The net adjustment penalty of 20%, or 40%in the case of gross valuation misstatements, requires taxpayers to contemporaneously document the correctness of their transfer prices when filing the tax return and produce that documentation within 30 days of an IRS request. The Section 482 net adjustment threshold is low; the lower of $5 million in adjustment or 10% of the taxpayer’s gross receipts. To avoid the penalty, the temporary regulations prescribe extensive rules for determining whether a taxpayer has used a reasonable method in determining its transfer prices, and require detailed documentation in support of that methodology.
The new transfer pricing net adjustment penalty involves a fundamental shift in focus from ensuring a reasonable level of correctness in a tax return to ensuring a very high level of taxpayer conduct in documenting the inter-company transfer prices used in the tax return and in cooperating with the IRS on audit of those prices.
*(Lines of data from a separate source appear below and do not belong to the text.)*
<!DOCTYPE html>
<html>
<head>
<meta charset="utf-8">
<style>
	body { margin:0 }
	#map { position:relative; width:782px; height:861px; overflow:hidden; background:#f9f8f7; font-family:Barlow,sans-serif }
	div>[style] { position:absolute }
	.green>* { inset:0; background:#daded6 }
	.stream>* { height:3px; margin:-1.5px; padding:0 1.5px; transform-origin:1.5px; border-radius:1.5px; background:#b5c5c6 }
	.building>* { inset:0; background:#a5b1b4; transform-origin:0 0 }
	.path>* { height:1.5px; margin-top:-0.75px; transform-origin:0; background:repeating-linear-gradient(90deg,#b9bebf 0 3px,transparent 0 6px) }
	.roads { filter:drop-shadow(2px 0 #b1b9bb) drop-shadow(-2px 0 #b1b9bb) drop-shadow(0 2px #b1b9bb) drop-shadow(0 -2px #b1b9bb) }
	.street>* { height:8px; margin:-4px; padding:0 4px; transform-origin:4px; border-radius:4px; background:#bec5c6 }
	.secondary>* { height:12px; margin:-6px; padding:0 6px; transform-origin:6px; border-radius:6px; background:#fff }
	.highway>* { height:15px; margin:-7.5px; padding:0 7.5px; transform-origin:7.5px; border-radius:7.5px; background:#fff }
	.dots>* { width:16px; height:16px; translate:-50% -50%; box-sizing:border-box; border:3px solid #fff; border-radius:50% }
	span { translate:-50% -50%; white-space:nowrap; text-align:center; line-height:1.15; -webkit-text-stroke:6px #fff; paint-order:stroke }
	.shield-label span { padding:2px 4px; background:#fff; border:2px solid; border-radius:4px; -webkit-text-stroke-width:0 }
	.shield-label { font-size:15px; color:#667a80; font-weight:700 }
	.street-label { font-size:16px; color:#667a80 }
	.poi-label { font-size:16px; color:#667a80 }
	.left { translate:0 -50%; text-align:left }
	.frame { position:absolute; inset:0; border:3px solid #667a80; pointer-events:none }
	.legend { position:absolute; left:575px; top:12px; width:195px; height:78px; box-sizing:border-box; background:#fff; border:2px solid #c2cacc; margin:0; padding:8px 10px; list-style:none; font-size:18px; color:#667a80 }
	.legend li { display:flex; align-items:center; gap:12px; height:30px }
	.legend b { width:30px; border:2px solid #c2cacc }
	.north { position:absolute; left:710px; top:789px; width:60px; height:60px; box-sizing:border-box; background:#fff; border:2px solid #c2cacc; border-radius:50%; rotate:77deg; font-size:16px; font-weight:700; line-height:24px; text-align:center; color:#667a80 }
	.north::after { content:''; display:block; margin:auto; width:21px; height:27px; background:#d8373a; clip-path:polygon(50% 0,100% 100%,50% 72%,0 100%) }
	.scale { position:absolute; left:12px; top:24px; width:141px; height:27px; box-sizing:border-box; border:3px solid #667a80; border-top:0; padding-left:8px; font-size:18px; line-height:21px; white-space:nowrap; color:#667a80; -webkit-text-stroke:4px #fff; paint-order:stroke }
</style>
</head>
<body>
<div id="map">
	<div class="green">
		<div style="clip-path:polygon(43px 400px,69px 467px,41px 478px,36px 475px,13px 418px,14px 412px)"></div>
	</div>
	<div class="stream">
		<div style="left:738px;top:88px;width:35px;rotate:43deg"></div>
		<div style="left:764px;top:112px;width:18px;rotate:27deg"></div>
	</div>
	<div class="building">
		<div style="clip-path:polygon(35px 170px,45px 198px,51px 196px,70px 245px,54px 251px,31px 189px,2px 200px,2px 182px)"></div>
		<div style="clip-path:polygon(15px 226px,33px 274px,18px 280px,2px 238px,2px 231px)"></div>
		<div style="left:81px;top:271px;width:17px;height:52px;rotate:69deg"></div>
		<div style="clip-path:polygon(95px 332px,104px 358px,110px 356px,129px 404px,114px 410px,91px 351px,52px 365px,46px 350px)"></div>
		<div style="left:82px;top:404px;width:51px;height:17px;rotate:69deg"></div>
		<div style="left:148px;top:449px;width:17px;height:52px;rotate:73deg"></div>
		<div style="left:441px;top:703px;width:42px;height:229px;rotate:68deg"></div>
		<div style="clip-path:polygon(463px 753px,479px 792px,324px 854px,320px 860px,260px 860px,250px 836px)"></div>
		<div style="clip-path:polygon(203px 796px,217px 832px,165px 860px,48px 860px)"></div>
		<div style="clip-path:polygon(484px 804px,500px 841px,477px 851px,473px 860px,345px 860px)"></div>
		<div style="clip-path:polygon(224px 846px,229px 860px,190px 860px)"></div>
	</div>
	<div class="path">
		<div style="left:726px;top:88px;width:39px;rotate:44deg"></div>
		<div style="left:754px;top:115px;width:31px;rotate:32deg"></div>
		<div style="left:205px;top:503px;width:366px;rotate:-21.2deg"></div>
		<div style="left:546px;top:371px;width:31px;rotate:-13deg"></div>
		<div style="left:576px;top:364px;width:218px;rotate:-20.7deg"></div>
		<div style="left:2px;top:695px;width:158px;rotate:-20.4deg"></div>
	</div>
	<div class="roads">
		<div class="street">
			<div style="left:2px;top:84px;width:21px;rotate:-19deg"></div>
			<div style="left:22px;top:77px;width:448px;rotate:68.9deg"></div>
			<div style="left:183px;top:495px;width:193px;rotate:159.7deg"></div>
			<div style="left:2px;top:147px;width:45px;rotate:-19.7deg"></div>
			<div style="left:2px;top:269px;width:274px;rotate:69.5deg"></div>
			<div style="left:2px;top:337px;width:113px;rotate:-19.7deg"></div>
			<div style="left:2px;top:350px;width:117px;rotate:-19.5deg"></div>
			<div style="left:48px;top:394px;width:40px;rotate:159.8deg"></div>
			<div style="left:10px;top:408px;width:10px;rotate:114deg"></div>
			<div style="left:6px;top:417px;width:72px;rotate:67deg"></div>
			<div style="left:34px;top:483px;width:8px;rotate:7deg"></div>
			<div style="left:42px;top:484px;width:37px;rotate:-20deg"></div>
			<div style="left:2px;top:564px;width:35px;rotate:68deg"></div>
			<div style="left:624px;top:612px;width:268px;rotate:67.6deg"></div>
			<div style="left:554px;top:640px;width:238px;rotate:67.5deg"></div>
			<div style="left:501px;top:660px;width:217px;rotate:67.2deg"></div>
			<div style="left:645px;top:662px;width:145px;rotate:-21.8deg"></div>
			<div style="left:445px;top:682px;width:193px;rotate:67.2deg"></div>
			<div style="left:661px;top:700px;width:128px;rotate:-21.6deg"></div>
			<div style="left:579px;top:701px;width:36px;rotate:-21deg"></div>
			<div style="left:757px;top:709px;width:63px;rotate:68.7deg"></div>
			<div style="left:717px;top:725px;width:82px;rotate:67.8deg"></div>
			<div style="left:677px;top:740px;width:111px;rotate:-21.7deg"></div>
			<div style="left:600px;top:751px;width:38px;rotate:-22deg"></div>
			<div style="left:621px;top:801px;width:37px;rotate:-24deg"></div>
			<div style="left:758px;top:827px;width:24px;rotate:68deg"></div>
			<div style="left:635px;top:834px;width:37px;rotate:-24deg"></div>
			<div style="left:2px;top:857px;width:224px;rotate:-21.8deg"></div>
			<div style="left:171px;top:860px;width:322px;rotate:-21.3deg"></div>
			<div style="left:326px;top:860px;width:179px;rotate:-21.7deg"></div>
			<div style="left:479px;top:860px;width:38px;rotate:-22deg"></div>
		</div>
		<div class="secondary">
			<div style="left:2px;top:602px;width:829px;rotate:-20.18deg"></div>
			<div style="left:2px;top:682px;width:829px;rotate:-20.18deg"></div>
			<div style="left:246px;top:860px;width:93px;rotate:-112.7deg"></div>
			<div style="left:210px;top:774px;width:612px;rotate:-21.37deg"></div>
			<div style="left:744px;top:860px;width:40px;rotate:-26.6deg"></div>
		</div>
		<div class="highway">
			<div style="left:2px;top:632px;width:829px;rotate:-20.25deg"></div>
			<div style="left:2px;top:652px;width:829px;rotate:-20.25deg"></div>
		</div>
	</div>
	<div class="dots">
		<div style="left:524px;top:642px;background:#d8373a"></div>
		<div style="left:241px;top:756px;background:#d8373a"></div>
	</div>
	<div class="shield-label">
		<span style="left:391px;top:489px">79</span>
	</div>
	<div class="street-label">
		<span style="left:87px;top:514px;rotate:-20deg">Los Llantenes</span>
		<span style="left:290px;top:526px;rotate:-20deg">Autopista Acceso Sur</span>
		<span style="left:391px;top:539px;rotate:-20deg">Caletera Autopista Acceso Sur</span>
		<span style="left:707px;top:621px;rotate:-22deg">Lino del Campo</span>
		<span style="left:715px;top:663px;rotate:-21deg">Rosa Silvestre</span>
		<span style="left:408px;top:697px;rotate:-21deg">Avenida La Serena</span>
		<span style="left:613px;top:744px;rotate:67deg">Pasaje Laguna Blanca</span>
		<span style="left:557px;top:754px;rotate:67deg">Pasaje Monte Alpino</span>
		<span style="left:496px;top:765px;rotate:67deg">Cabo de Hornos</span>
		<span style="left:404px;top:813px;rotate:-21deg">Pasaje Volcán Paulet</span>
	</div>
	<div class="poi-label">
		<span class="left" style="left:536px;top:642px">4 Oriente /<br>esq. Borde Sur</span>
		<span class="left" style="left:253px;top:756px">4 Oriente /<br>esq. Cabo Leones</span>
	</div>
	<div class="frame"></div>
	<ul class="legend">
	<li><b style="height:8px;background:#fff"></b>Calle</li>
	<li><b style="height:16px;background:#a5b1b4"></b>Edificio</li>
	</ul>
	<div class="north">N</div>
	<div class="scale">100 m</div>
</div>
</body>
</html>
Examining the provisions of the net adjustment penalty in light of the Commissioner’s study raises basic questions as to whether the net adjustment penalty is focused on correct norms of taxpayer conduct, will substantially enhance use of correct transfer prices, and will deter and punish the right parties. Also, based on criteria developed in the study to identify a “good penalty”, the issue is presented whether Congress and the IRS have created a tax penalty which in actual practice will prove to be very difficult to administer and counterproductive in reaching the stated objective of increased use by taxpayers of correct transfer prices in related party transactions.
Advanced pricing agreements, audit agreements, and an IRS penalty screening committee are proposals which may solve or help to mitigate the serious compliance and administrative problems in the transfer pricing penalty scheme.